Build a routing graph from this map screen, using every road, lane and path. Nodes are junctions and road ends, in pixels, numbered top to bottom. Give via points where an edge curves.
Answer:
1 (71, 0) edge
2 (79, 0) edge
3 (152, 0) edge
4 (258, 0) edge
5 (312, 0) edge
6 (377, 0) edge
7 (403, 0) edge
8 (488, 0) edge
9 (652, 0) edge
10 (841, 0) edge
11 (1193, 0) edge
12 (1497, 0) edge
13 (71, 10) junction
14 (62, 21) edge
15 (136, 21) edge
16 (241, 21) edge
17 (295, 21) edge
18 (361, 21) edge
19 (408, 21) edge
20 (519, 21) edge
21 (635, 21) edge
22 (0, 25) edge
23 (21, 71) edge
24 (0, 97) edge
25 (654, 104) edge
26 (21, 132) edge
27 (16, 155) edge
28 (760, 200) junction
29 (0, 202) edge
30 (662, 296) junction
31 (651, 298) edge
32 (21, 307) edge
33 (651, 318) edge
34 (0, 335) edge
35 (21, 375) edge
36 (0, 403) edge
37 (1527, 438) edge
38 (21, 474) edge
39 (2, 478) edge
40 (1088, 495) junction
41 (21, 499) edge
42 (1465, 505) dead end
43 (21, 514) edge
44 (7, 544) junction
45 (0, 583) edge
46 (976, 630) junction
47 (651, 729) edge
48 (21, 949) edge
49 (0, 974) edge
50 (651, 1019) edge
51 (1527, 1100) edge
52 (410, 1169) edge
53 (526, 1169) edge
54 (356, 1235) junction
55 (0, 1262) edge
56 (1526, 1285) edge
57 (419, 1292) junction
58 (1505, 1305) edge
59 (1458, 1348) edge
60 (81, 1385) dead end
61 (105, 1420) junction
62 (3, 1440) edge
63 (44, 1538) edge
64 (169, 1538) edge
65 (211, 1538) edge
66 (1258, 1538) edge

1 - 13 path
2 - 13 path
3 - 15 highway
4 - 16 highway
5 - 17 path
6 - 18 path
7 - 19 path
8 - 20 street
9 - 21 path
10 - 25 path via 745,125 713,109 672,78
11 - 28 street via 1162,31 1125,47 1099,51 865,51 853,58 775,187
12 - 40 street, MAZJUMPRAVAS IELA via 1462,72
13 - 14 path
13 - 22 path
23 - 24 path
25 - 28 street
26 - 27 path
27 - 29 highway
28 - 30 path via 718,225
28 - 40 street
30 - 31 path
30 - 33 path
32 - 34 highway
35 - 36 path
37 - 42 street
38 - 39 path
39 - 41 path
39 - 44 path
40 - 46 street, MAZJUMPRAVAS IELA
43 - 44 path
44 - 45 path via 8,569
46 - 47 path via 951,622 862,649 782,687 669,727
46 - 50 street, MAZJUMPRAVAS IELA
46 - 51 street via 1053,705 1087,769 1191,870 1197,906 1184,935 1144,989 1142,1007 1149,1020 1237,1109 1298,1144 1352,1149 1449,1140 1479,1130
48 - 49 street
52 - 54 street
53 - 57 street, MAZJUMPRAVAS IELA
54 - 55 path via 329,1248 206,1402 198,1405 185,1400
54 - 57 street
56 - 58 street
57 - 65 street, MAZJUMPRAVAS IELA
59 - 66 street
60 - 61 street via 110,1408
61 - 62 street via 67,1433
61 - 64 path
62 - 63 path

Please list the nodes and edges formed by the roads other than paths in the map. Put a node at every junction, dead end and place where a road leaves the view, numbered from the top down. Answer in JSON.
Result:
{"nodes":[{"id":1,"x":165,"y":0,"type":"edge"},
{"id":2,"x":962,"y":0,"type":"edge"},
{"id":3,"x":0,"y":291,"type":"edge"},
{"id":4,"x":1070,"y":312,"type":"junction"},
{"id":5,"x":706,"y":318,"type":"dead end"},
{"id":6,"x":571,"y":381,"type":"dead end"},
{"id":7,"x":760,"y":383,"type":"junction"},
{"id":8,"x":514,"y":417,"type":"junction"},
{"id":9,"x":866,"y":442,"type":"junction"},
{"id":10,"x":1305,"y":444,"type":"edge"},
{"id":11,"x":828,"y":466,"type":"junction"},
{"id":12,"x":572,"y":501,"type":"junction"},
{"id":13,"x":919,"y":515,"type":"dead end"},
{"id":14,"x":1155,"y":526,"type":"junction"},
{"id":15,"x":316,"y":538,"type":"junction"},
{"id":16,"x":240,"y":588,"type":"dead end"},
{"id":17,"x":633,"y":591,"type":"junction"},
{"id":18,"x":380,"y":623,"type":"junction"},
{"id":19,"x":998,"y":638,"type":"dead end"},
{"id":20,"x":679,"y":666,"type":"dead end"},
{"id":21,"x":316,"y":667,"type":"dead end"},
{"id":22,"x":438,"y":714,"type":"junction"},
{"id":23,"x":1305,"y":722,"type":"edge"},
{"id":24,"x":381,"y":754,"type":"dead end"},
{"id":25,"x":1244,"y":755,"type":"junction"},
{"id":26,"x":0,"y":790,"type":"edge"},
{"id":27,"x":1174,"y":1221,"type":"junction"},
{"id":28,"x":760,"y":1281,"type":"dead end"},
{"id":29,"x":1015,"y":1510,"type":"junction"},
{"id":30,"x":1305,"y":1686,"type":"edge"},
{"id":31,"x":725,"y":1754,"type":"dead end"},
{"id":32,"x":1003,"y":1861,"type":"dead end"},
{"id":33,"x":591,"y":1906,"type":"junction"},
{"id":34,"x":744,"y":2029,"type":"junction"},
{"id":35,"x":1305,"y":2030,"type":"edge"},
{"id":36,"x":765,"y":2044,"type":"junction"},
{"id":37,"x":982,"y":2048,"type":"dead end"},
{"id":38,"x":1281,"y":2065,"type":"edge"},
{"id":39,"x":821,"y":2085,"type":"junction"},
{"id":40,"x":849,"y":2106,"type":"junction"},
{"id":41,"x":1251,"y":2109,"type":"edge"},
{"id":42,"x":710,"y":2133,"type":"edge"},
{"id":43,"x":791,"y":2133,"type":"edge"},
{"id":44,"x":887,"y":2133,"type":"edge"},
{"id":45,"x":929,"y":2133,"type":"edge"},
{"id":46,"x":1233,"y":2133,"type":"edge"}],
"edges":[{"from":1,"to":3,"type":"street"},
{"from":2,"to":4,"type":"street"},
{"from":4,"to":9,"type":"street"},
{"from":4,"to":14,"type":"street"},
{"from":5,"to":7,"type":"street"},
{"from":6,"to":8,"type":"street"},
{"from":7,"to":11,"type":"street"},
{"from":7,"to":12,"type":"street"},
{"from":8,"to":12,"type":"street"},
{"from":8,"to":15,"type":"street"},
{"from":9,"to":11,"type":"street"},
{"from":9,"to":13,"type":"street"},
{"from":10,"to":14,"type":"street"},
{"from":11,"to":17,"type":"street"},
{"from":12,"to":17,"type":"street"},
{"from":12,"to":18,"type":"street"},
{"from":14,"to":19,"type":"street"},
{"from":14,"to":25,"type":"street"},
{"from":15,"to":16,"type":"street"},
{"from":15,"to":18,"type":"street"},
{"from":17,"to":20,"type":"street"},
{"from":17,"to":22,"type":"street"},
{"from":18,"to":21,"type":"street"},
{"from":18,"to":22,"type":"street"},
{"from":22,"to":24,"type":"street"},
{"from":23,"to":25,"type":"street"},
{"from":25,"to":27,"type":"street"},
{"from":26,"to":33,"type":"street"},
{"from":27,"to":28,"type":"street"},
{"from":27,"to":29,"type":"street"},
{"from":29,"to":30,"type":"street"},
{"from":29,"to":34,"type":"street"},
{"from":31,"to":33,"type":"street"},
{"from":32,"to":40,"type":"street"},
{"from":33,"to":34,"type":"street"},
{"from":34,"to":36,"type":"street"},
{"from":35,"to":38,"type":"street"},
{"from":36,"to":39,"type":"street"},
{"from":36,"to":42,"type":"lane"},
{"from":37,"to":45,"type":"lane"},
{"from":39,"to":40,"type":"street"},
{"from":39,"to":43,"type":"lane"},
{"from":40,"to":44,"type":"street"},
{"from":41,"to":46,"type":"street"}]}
--------------------------------
Once you have checked the entries above, say how many lines include the word "highway", and nothing beyond the number.

▸ WRITTEN REPLY: 4